Хикеракли подёргал щёчные ремни, убедился, что всё держится, и обернулся в поисках седла. Без седла он бы тоже смог, но это уже, право, чересчур революционно.
— Куда это не положено? — буднично осведомился он. — Хляцкий, кто так сёдла складывает? Соображает твоя башка, что от такого хранения с кожей станется?
— Хикеракли, — Хляцкий решительно подошёл ближе, но остановить разграбление сёдел не смог, а вместо того принялся как-то просительно топтаться рядом, — Хикеракли, тебе нельзя Сполоха.
— Чегой-то? Вы на нём всё равно не ездите.
— Нельзя тебе, и никому нельзя, и никого нельзя! Из города выход закрыт, всем закрыт. Не положено. Ты не знаешь, что ль, чего творится?
— Знаю, — Хикеракли, поразмыслив, кинул седло прямо на пол, а на спину Сполоху принялся пристраивать вальтрап. — Потому и беру его.
— Дык я ж тебя задержать должен, — совсем уж растерянно пробормотал Хляцкий. — Прекрати, мне дозволено стрелять на поражение.

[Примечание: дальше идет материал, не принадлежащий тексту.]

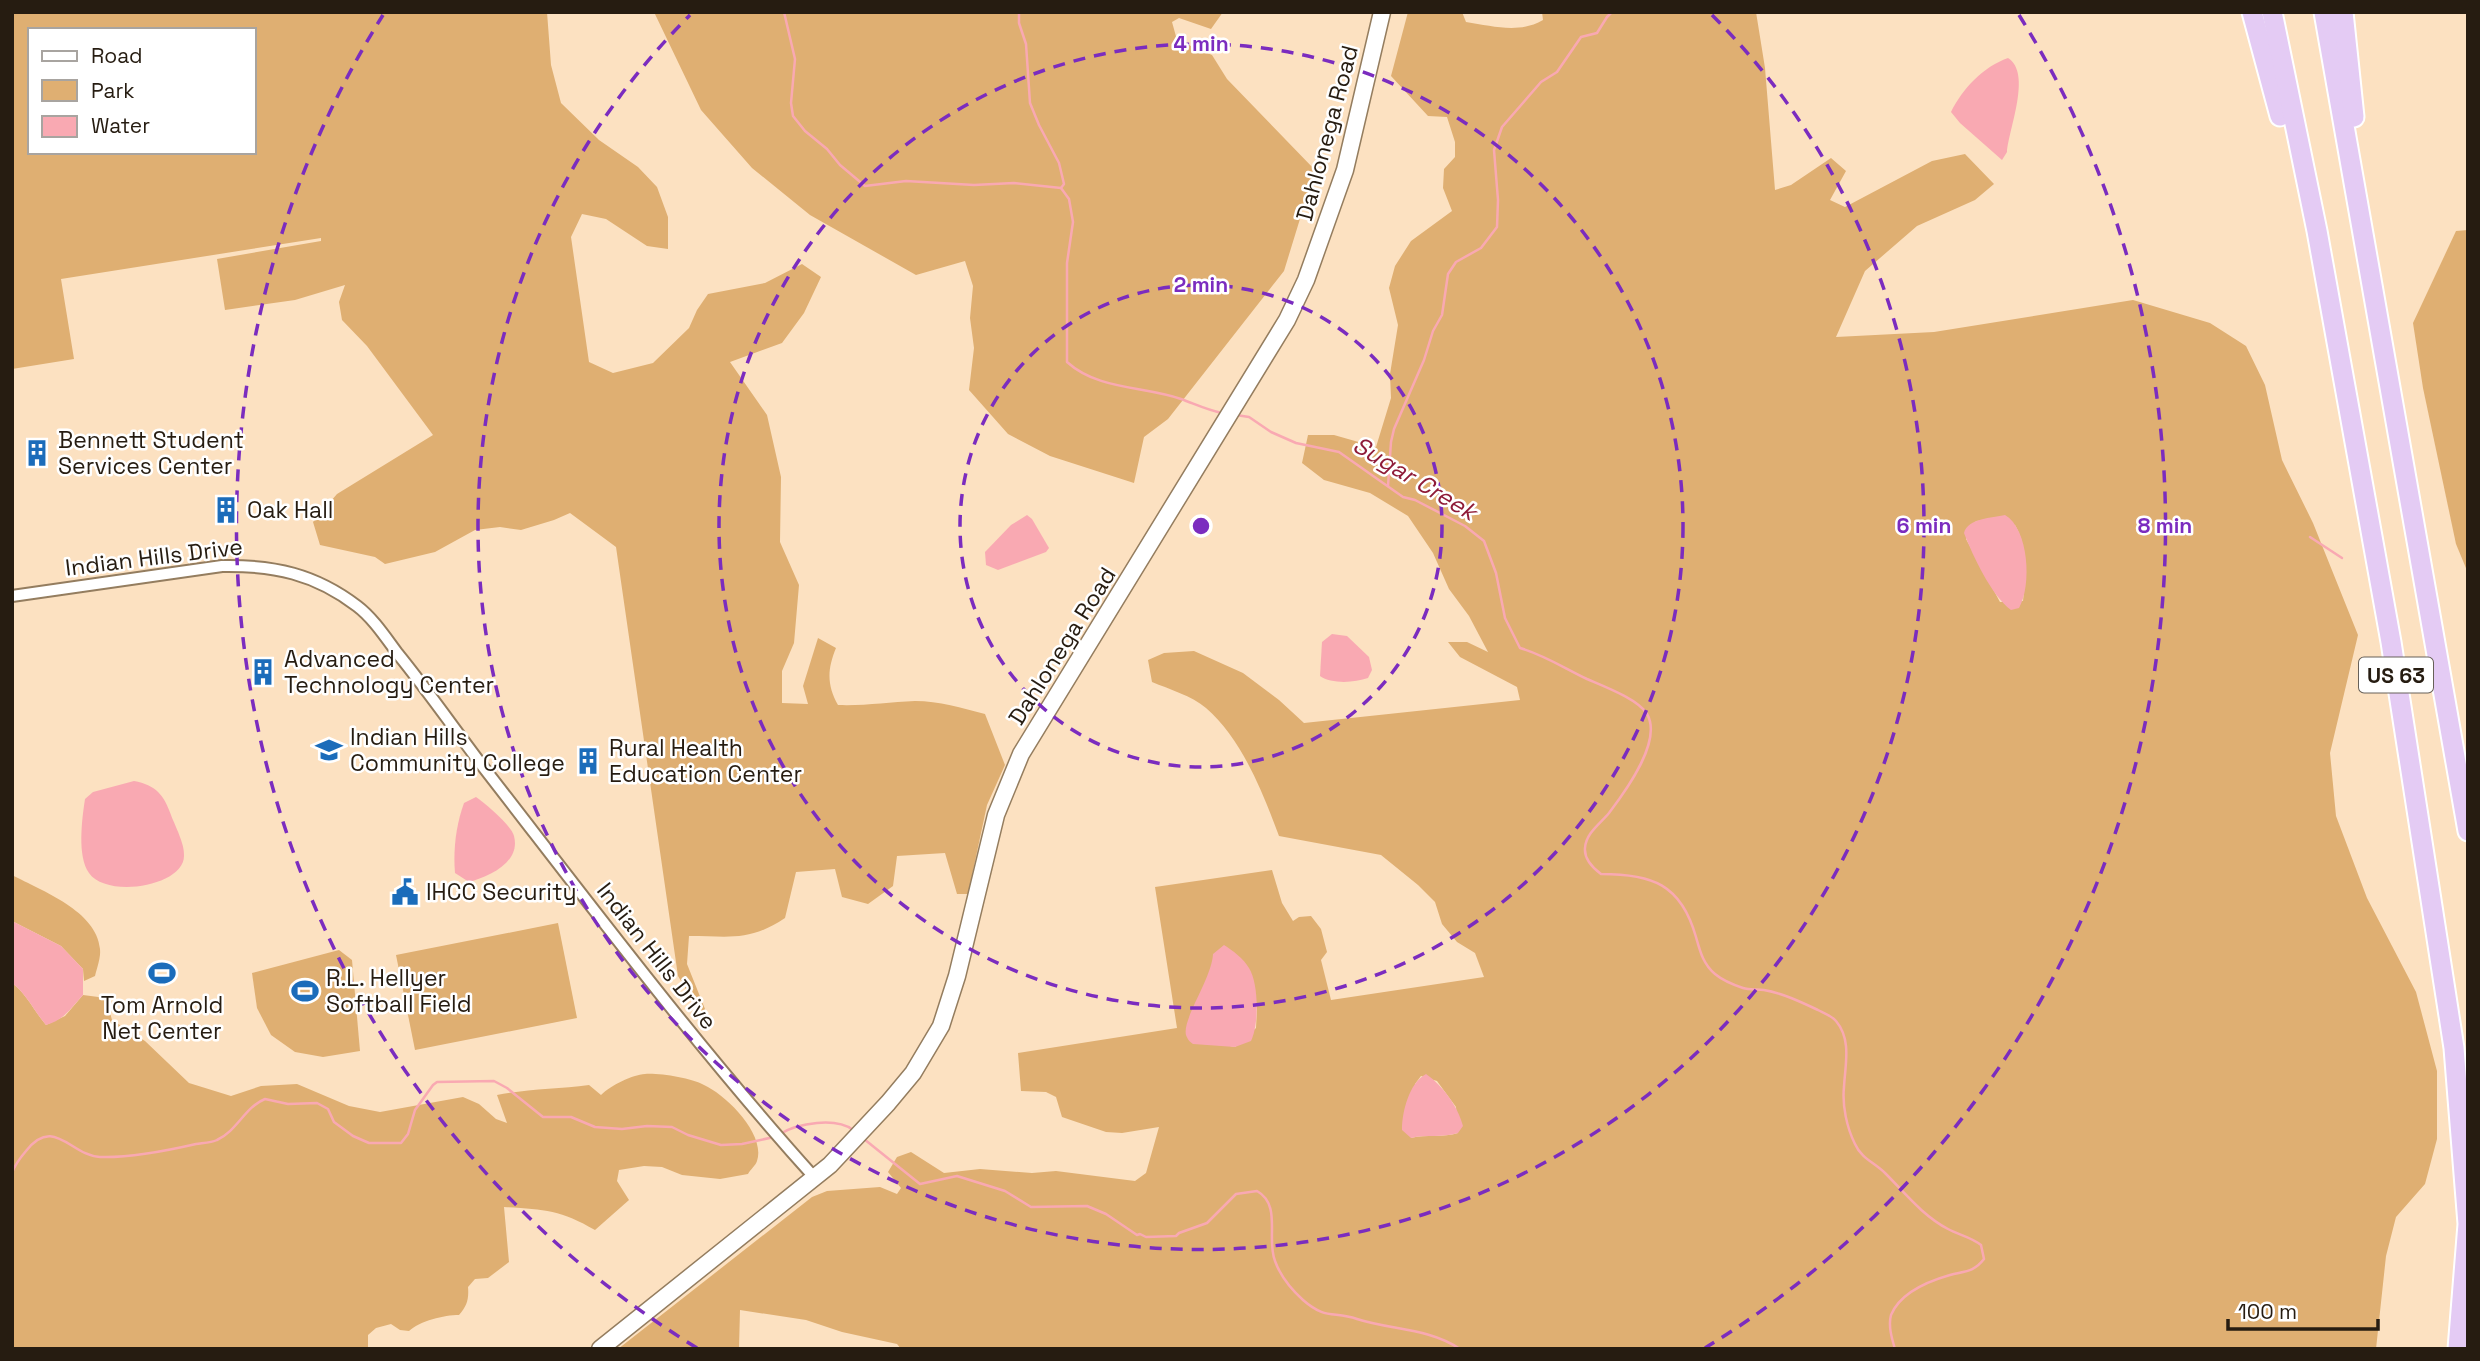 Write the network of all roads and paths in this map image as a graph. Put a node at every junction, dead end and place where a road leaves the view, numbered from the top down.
1 (1382, 12) edge
2 (2252, 12) edge
3 (2272, 12) edge
4 (2324, 12) edge
5 (2343, 12) edge
6 (2362, 230) junction
7 (2340, 358) junction
8 (12, 596) edge
9 (2468, 831) edge
10 (814, 1177) junction
11 (2458, 1346) edge
12 (600, 1349) edge

1 - 10 main road, Dahlonega Road
2 - 7 highway
3 - 7 highway, US 63
4 - 6 highway, US 63
5 - 6 highway
6 - 9 highway, US 63
7 - 11 highway, US 63
8 - 10 street, Indian Hills Drive
10 - 12 main road, Dahlonega Road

— Тебе? На поражение? Вот уж анархия.
Спустя несколько минут, в которые Хляцкий героически бездействовал, а Хикеракли пыхтел с ремнями, Сполох был наконец-то запряжён. Пришло время, крякнув, спину разогнуть, а к незадачливому конюху — развернуться.
— Слушай сюда, Хляцкий-Пухляцкий, — раздельно проговорил Хикеракли. — В городе — полный привет, я так не желаю-с. Выездной до заводу у меня имеется, сам знаешь, раз в две недели можно, а потому можно и теперь. Ежели какой новый указ, по которому нельзя, то мы с тобой просто разминулись, не знал я.
— Да с меня за такое голову снимут, — Хляцкий нерешительно ухватился за ремень ружья, но тем и успокоился. — Ты ж разгласишь, а у нас тут, эцсамое, блокада.
— Разглашу. У меня там, на заводе, друзья, и они ни-че-го-шень-ки не знают. Представь, а? Как сам думаешь, их не следует предупредить?
— А их, небось, и так предупредили, — облегчённо выдохнул Хляцкий, — у них там нынче инспекция, с утра ещё.
Это вот было новенькое.
— Значит, и инспекцию надо предупредить, ежели они с утра, — упёр Хикеракли руки в боки.
Палец как-то сам собой лёг на кольцо золотцевского револьвера. Пальцам своим Хикеракли верил, а Хляцкий-Дурацкий даже ружья так и не снял — куда уж ему опередить. Можно ведь не стрелять, припугнуть только, ему ж самому проще потом будет объяснять, как это из-под самого носа Сполоха-то увели. Это ж Хляцкий, он припугнётся.
— Я тебе честное пихтское слово даю — кроме завода никуда ни ногой, — Хикеракли расслабил пальцы, а потом и руки опустил. — Вот честнейшее. Сам-то подумай — там кто в инспекции? Наместнический корпус?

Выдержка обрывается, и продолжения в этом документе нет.